Find the string "Rutledge" in the records. Copy every line it appears in.

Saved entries
----
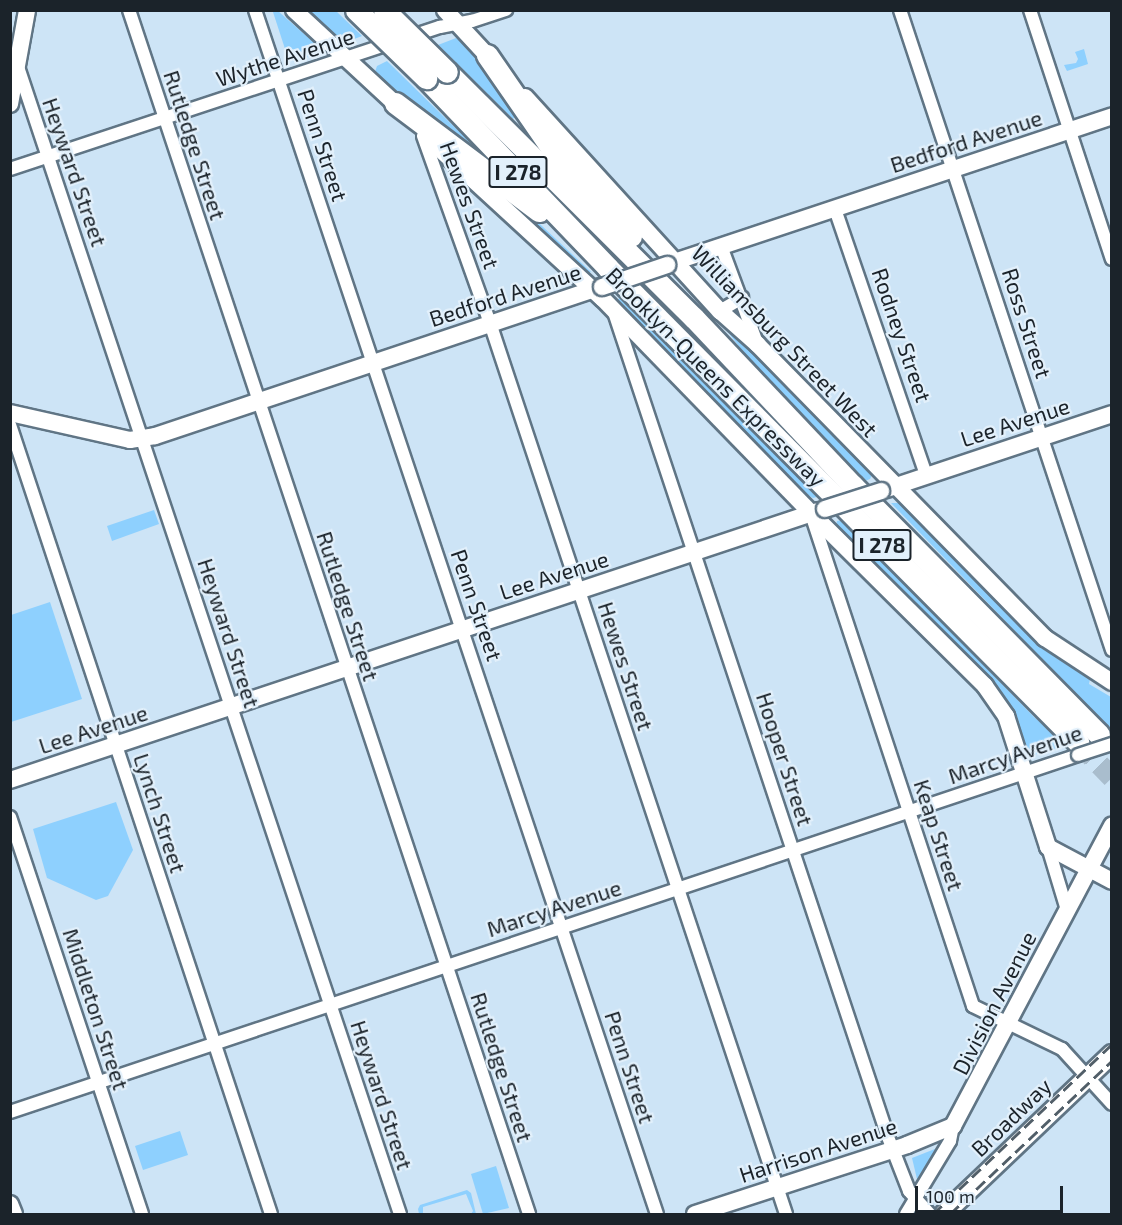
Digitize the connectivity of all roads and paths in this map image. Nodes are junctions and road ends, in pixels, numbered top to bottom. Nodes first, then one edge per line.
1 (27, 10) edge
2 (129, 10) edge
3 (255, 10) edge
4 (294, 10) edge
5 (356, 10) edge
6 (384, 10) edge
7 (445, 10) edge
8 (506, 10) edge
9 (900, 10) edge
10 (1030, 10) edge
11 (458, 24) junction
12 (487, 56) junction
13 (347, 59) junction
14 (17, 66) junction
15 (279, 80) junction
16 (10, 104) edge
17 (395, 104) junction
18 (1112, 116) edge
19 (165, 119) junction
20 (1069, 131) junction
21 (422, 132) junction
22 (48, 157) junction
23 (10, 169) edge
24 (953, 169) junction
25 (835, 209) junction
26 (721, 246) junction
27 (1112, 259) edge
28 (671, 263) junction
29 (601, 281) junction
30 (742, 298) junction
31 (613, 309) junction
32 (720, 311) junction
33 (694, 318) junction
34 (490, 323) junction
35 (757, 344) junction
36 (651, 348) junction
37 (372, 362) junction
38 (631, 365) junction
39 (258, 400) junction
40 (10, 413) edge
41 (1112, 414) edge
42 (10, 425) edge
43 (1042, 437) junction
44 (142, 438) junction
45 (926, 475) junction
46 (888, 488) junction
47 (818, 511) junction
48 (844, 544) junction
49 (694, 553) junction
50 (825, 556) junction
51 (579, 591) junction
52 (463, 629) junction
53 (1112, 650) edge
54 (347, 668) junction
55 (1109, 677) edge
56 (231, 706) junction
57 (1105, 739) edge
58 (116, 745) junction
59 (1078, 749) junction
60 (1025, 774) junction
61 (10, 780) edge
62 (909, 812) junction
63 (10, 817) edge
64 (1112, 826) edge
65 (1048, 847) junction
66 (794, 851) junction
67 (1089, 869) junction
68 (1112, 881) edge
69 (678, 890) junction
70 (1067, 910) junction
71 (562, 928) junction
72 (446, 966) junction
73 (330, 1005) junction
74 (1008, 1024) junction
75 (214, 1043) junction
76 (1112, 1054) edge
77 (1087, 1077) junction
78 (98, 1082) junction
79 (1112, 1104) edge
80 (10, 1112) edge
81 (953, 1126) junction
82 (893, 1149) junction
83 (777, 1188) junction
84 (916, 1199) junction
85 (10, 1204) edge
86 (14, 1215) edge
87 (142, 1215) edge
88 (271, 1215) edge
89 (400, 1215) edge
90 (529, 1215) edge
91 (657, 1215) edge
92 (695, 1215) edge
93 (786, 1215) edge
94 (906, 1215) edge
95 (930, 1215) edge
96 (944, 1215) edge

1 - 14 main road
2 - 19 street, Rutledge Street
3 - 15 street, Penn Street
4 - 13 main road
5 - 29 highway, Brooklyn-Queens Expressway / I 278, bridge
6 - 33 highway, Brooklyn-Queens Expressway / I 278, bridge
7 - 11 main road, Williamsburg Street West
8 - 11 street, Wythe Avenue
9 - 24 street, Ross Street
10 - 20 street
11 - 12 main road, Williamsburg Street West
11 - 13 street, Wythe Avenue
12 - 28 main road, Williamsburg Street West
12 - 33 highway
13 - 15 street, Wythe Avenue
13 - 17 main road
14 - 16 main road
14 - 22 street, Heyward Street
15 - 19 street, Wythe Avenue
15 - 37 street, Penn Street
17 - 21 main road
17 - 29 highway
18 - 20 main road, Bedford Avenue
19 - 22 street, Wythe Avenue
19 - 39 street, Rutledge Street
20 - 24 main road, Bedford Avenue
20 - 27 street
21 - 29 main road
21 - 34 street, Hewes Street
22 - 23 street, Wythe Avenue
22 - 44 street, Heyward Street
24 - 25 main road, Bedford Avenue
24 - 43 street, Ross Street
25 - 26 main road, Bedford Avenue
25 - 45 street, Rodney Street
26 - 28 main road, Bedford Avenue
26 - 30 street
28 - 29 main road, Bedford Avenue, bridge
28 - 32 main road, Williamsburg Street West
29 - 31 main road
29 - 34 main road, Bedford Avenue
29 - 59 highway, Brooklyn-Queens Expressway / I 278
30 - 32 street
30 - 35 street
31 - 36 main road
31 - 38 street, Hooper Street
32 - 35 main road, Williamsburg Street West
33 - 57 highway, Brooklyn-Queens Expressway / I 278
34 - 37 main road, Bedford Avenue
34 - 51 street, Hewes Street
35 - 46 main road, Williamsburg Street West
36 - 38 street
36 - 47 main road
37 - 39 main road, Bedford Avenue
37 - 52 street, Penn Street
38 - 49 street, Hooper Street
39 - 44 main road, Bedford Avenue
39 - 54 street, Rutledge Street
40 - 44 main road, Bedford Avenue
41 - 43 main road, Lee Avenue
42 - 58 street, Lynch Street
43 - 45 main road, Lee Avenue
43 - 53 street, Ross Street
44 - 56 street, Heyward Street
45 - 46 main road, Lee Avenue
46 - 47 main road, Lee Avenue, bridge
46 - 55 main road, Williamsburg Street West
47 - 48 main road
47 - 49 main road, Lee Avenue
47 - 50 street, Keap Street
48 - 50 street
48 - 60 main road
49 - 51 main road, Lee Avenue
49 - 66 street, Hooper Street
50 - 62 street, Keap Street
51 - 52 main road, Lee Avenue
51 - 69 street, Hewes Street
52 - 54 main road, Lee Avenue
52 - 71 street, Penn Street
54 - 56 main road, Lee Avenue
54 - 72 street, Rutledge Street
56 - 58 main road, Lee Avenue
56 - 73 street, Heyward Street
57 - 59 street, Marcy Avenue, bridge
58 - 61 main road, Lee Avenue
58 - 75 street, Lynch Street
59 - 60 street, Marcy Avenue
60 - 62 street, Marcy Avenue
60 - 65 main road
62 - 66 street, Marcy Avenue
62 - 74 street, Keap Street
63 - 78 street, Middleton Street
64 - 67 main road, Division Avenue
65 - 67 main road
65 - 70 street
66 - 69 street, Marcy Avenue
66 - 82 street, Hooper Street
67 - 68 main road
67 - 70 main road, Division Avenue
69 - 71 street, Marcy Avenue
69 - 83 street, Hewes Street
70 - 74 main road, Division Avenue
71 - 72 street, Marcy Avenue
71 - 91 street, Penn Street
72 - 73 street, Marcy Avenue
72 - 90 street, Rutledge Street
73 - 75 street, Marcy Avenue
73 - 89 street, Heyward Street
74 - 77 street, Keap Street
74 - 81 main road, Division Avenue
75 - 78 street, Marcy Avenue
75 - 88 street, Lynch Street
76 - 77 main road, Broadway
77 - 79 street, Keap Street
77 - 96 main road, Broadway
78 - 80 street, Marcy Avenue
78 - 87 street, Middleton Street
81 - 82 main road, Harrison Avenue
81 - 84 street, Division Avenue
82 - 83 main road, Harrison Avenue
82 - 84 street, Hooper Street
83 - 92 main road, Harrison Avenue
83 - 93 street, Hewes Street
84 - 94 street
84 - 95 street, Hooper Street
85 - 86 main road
----
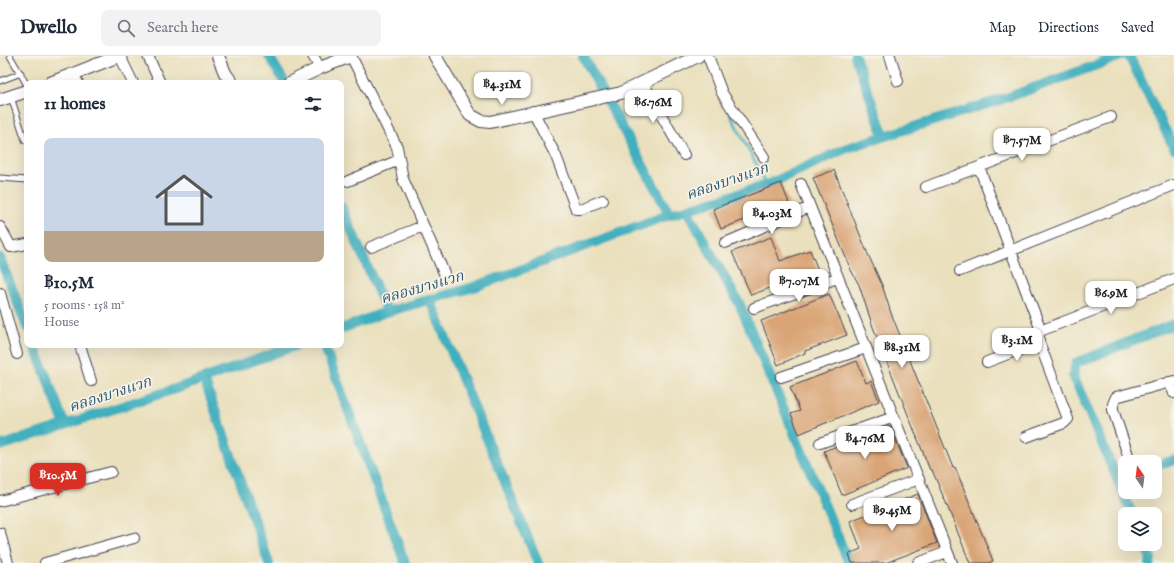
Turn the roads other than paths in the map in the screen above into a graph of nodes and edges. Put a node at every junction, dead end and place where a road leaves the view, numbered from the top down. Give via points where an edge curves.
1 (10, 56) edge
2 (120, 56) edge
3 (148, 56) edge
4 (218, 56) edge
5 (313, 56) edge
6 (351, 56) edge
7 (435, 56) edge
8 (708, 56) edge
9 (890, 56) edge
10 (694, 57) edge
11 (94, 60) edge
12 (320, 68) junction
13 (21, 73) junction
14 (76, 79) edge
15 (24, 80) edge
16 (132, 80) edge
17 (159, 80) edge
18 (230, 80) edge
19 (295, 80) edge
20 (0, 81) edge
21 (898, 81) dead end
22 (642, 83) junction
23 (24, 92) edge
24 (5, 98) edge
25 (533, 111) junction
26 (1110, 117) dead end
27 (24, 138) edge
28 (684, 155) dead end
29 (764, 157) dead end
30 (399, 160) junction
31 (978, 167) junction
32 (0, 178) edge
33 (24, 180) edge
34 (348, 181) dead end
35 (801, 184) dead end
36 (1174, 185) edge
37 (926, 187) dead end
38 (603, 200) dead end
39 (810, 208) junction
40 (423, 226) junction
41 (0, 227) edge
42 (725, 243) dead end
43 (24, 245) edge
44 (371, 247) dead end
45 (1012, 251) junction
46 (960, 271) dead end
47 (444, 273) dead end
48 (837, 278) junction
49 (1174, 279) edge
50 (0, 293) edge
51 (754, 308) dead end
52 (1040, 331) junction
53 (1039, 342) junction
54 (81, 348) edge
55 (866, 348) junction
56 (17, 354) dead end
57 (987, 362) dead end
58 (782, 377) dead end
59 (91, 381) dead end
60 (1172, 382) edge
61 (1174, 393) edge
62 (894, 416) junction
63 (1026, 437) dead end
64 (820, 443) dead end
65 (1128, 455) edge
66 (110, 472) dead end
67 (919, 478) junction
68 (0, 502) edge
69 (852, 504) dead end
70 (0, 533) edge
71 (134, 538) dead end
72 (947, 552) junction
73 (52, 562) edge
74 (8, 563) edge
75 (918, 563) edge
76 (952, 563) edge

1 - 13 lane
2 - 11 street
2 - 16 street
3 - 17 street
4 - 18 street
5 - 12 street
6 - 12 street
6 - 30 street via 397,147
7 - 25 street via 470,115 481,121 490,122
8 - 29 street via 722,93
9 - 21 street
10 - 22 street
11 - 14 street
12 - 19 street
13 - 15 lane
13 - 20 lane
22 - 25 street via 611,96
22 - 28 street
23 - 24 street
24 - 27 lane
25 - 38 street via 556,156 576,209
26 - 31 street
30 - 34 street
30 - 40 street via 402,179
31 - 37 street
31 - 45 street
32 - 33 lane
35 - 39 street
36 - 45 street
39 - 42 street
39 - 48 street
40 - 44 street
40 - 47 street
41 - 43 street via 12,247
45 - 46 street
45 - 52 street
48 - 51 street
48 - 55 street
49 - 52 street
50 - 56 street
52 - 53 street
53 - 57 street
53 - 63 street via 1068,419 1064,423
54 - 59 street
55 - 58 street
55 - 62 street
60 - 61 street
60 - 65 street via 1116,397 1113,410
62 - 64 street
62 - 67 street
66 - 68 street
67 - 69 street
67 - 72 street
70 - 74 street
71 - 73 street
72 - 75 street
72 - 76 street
----
= ANSWER AREA =
2 - 19 street, Rutledge Street
19 - 39 street, Rutledge Street
39 - 54 street, Rutledge Street
54 - 72 street, Rutledge Street
72 - 90 street, Rutledge Street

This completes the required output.